しかし他方、事業の合理化・簡素化計画の一環として、原則として一定年齢以上の全職員を対象に退職の意向等を確認する方法で退職勧奨を行うことは違法ではない(40歳以上という基準につき、全国商工会連合会事件 東京地判平10.6.2 労判746-22)。

(3)人員削減基準等の男女異なる取扱い

この問題に関しては、例えば、「有夫の女子、30歳以上の女子」という希望退職の基準と、これによる退職の合意は、憲法14条、労基法3条・4条の精神に反し、民法90条により違法・無効とされる(小野田セメント事件 盛岡地一関支判昭43.4.10 判時523-79)。また、同じ理由から、「有夫の女子、27歳以上の女子」という基準による指名(名指しの)解雇(日特金属工業事件 東京地八王子支決昭47.10.18 労旬821-91)、「既婚女子社員で子供が二人以上いる者を解雇する」(コパル事件 東京地決昭50.9.12 判時789-17)という人員削減基準が無効とされている。

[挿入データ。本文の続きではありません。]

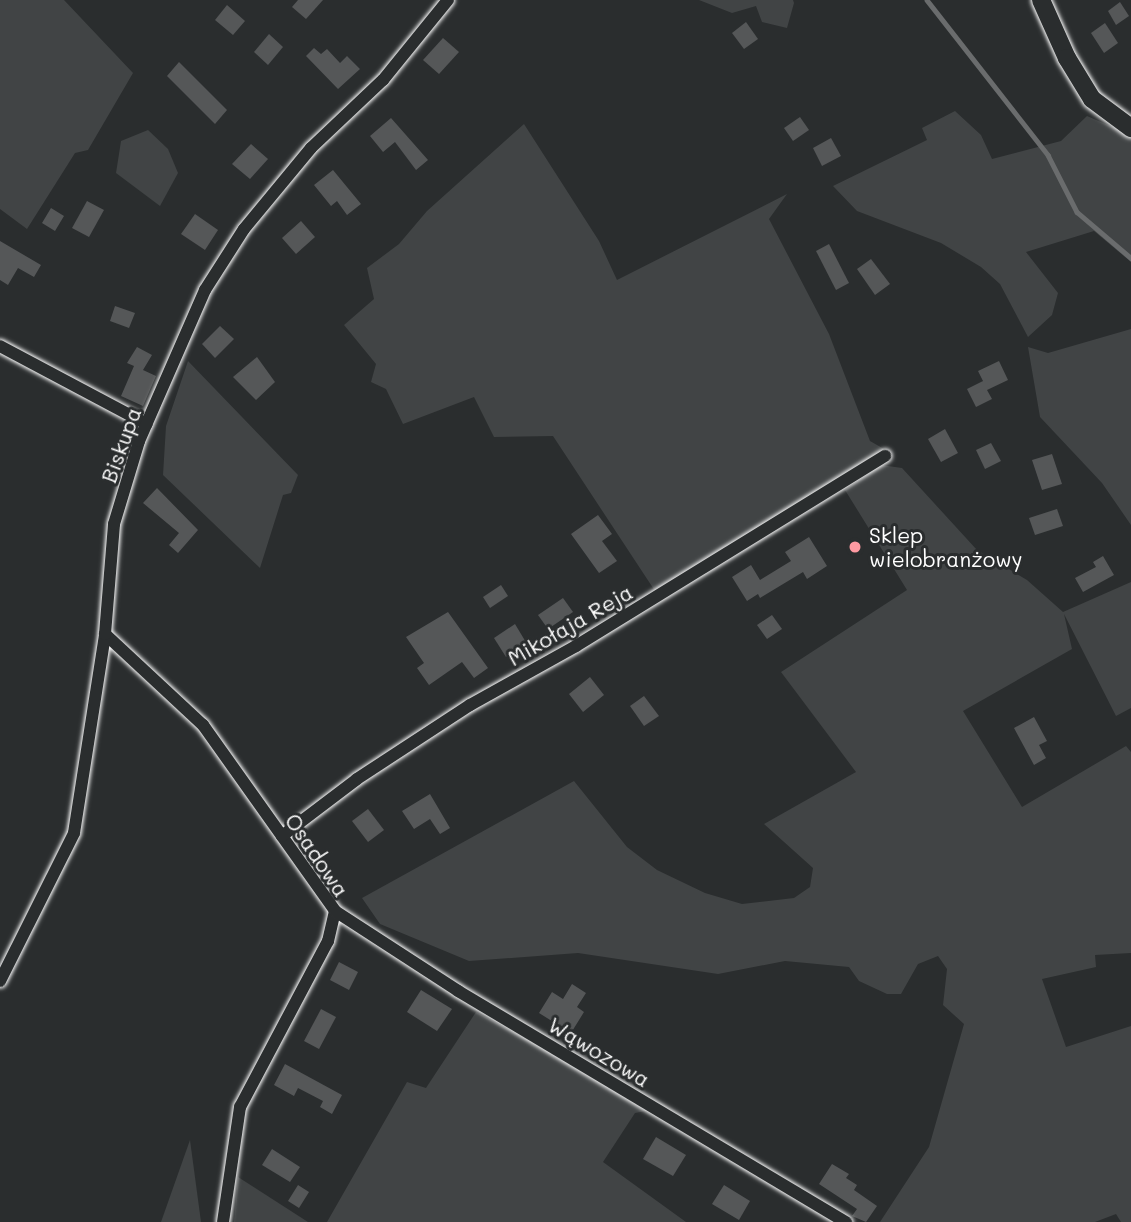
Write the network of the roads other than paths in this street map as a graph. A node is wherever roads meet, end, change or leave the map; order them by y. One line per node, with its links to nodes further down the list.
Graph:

ただし、会社再建や経営立直しに当たって、女性労働者の職種が本当の意味で余剰化した場合に、当該職種に就く女性労働者に対して退職勧奨((82)【退職】参照)や整理解雇((90)【退職】参照)を行うことは違法ではないとされている(小野田セメント事件 仙台高判昭46.11.22 労民集22-6-113、古河鉱業事件 最一小判昭52.12.15 労経速968-9、日本鋼管京浜製鉄所事件 横浜地川崎支判昭57.7.9 労判391-5)。

(4)現行均等法の規制

以上の問題については、現行の平成18年改正均等法6条4号が、退職勧奨、定年、解雇、労働契約の更新について、労働者の性別を理由として差別的取扱いをしてはならないと明文で禁じている。さらに、「労働者に対する性別を理由とする差別の禁止等に関する規定に定める事項に関し、事業主が適切に対処するための指針」(平18.10.11厚労告614号[平27.11.30厚労告458号改正])において、「第2 直接差別」として、「(10)退職の勧奨」・「(11)定年」・「(12)解雇」・「(13)労働契約の更新」を列挙し、それぞれおおむね、具体例を述べながら、男女間で異なる条件を付して異なる取扱いを行っている場合は、均等法6条4号により禁止されるとしている。現行法制が従来からの裁判例の傾向に追いついてきたといえるだろう。